# Customers 317



## JoeKP (Feb 23, 2012)

So I'm working on a John Deere 317 tractor. It's been sitting for maybe 5 years. Customer said it had a bad vibration. Couldn't remember if it was when mowing or driving. So I assumed bad spindle/blade. 

I was wrong. I'm currently waiting for a new drive shaft to be ordered.

It has no tranny fluid caue the filter was taken off and left off. Anyone know how much and of what kind of fluid it uses. 

Also have 2 new rear tires coming in. Have no idea how they lost the valve stems....

Did the oil change and sparks today.

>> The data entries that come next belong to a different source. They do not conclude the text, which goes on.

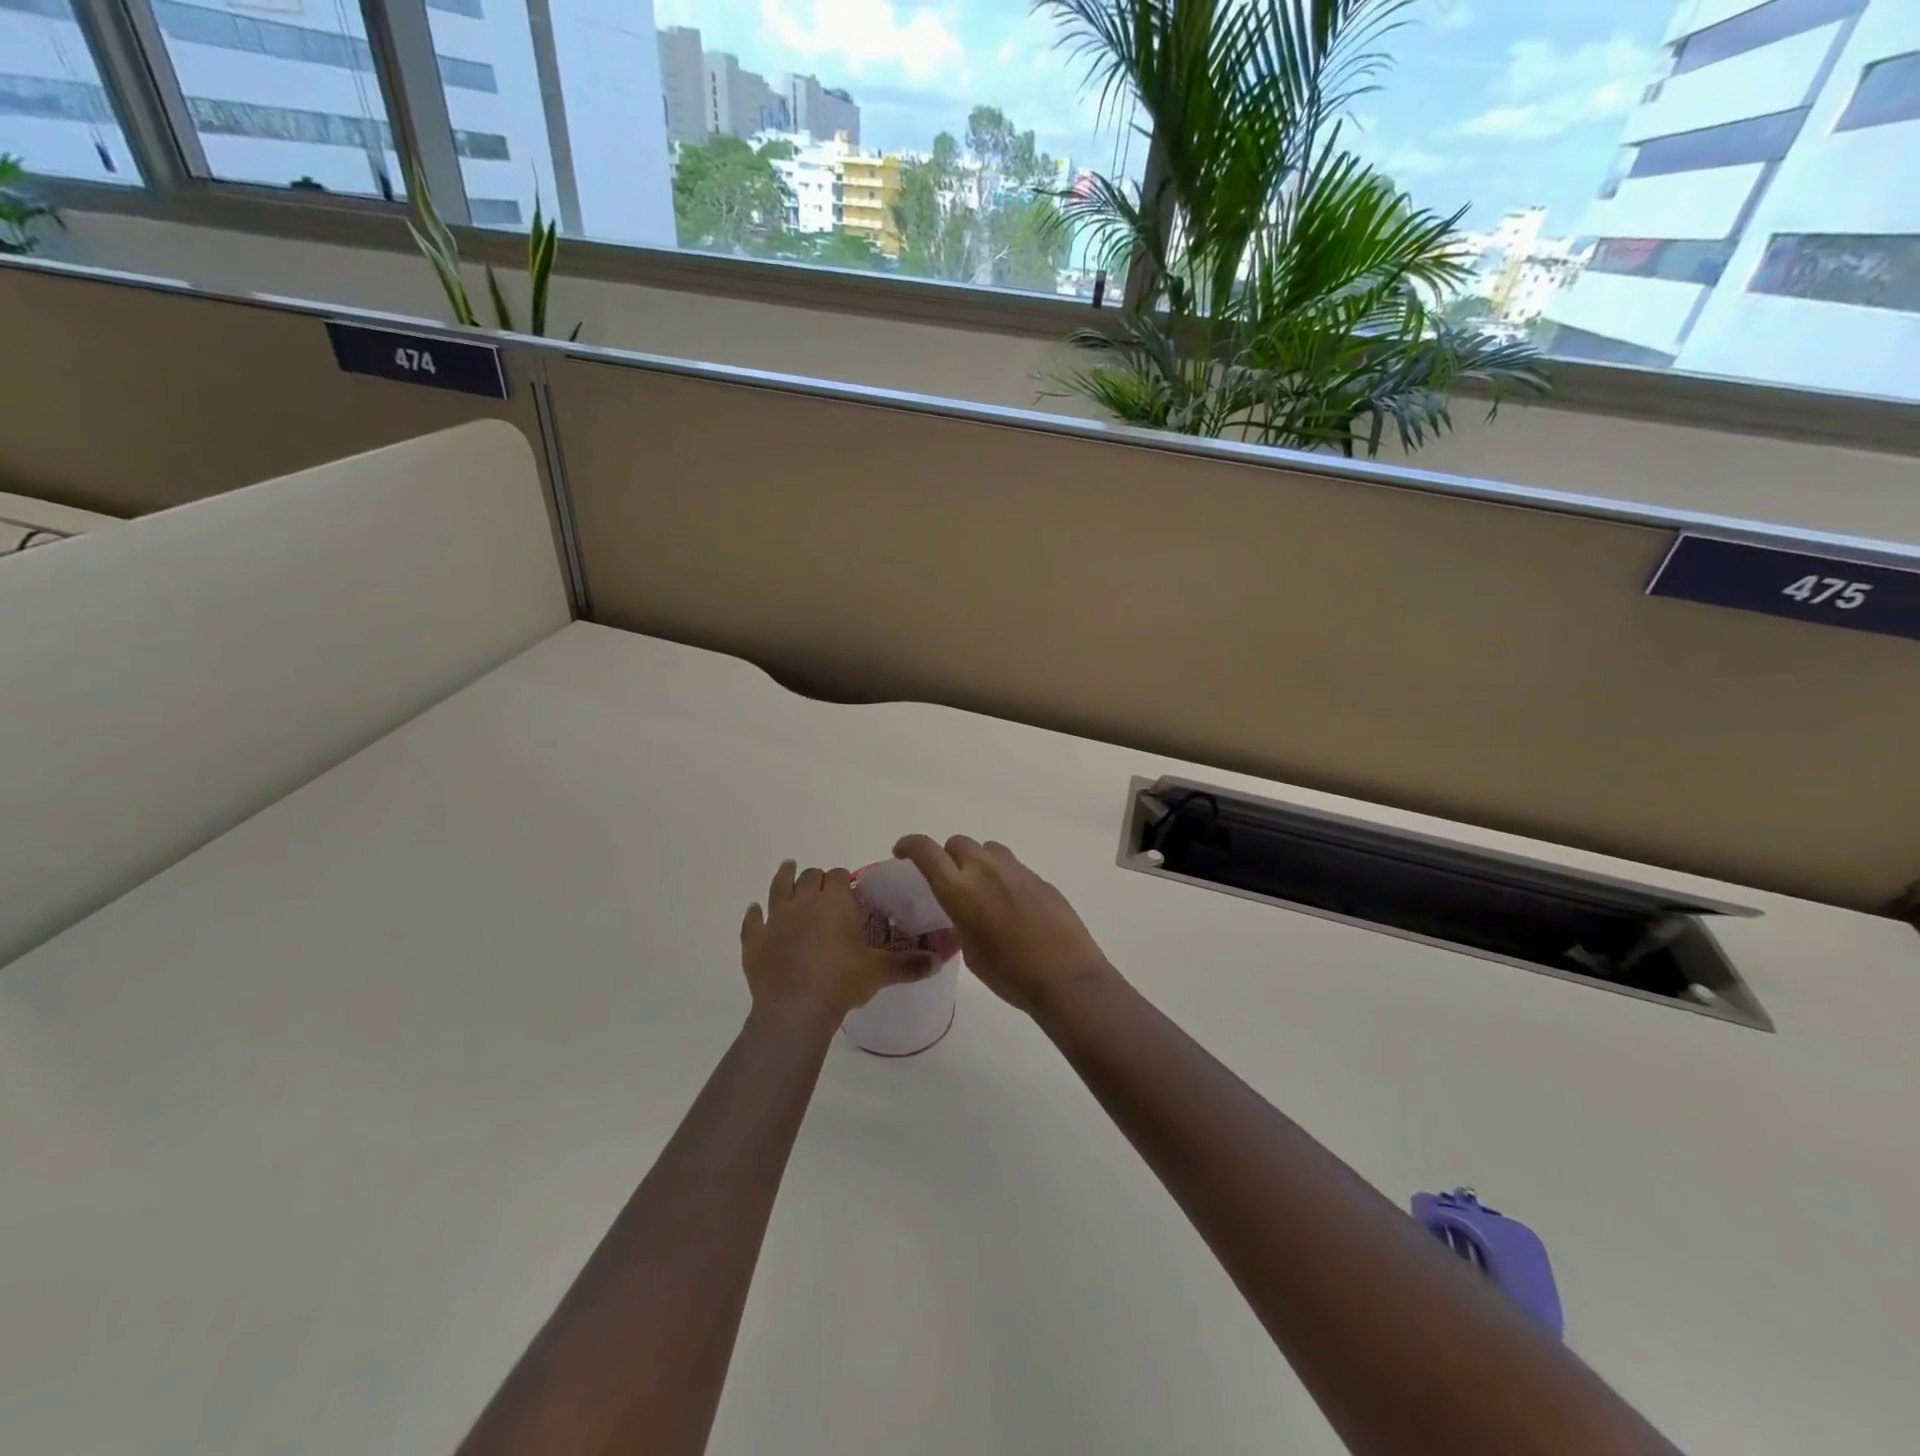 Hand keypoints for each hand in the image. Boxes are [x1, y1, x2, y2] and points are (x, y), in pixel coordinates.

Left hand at [740, 860, 939, 1021]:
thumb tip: (938, 961)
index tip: (847, 886)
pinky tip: (755, 911)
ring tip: (787, 868)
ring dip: (784, 877)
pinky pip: (752, 921)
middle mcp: (803, 902)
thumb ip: (910, 964)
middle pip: (809, 877)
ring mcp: (775, 919)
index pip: (838, 876)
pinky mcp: (755, 940)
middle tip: (823, 887)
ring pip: (778, 888)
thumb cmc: (842, 982)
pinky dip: (754, 915)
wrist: (796, 1009)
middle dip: (816, 878)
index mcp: (834, 902)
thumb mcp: (881, 973)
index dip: (842, 878)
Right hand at [892, 836, 1114, 1016]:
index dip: (910, 845)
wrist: (1065, 977)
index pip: (926, 851)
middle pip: (958, 843)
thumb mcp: (972, 953)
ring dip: (978, 861)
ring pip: (987, 849)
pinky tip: (1012, 905)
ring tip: (982, 888)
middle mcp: (985, 870)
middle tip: (949, 879)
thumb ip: (963, 922)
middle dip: (947, 856)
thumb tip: (969, 915)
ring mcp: (1016, 870)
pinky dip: (1003, 877)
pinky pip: (1012, 866)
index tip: (902, 852)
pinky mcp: (1039, 878)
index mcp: (960, 890)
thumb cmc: (1010, 975) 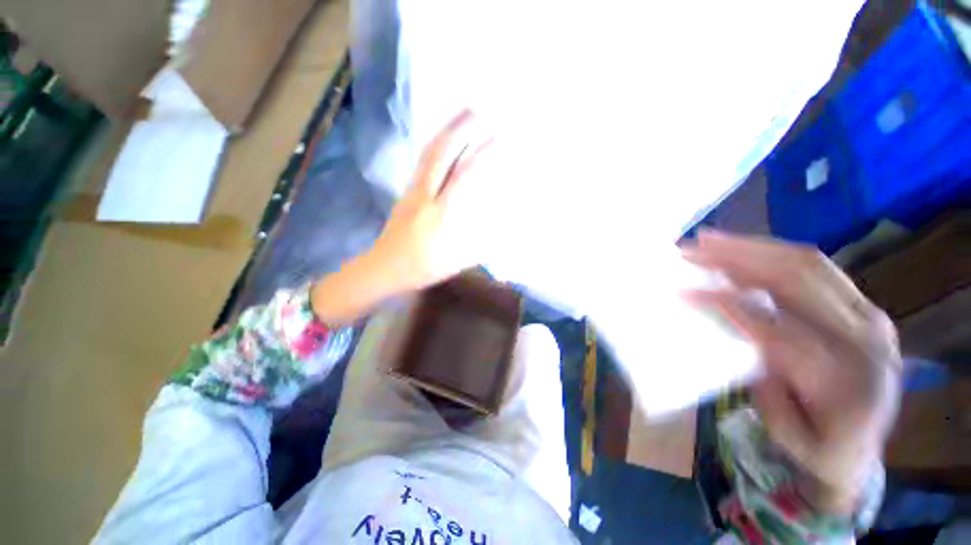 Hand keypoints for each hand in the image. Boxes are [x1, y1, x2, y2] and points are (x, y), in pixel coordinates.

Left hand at [365, 110, 492, 292]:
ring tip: (462, 114)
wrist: (384, 267)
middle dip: (460, 128)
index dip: (481, 156)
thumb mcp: (456, 262)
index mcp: (439, 215)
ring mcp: (412, 190)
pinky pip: (423, 162)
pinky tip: (445, 139)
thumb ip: (480, 245)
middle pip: (440, 154)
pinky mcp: (406, 191)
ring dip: (446, 131)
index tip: (498, 140)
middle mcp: (424, 195)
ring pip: (428, 154)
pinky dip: (436, 145)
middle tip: (478, 110)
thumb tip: (502, 230)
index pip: (462, 177)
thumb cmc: (422, 268)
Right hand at [683, 231, 902, 514]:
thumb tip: (737, 325)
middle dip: (737, 258)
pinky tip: (744, 249)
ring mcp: (868, 315)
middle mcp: (865, 338)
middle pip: (797, 281)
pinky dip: (774, 253)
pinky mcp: (861, 304)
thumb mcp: (783, 427)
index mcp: (845, 381)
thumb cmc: (818, 447)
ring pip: (808, 264)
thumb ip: (763, 376)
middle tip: (694, 247)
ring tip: (711, 239)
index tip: (683, 291)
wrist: (865, 446)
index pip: (777, 328)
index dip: (726, 305)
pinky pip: (815, 268)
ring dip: (753, 247) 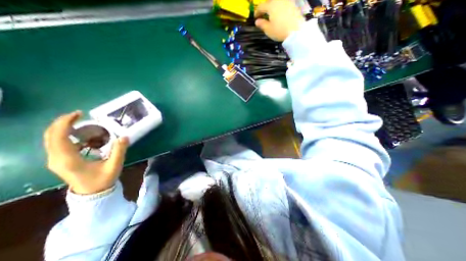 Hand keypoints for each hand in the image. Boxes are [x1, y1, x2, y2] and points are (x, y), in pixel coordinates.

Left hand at [44, 111, 127, 194]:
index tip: (79, 114)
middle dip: (62, 122)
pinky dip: (65, 135)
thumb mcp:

After 5 years it started even with the bad smelling gas... But I turned it off and it won't start again. 

Tomorrow ill be trying to get it running along with a carb clean. 

Any tips on puting in new driveshaft. The old one is half out due to it being in a few pieces. Am I going to need to drop the tranny?


Pics to come!


----------



## jimbo314 (Dec 3, 2012)

Go to www.tractordata.com for the specs


----------



## brj8832 (Aug 7, 2013)

When I replaced the driveshaft in my 317 I just pulled the engine. Only 4 bolts and it came out, went in, and ran really smooth after that!


----------



## JoeKP (Feb 23, 2012)

brj8832 said:


> When I replaced the driveshaft in my 317 I just pulled the engine. Only 4 bolts and it came out, went in, and ran really smooth after that!


I ended up dropping the tranny. Needed a fluid change anyway.


----------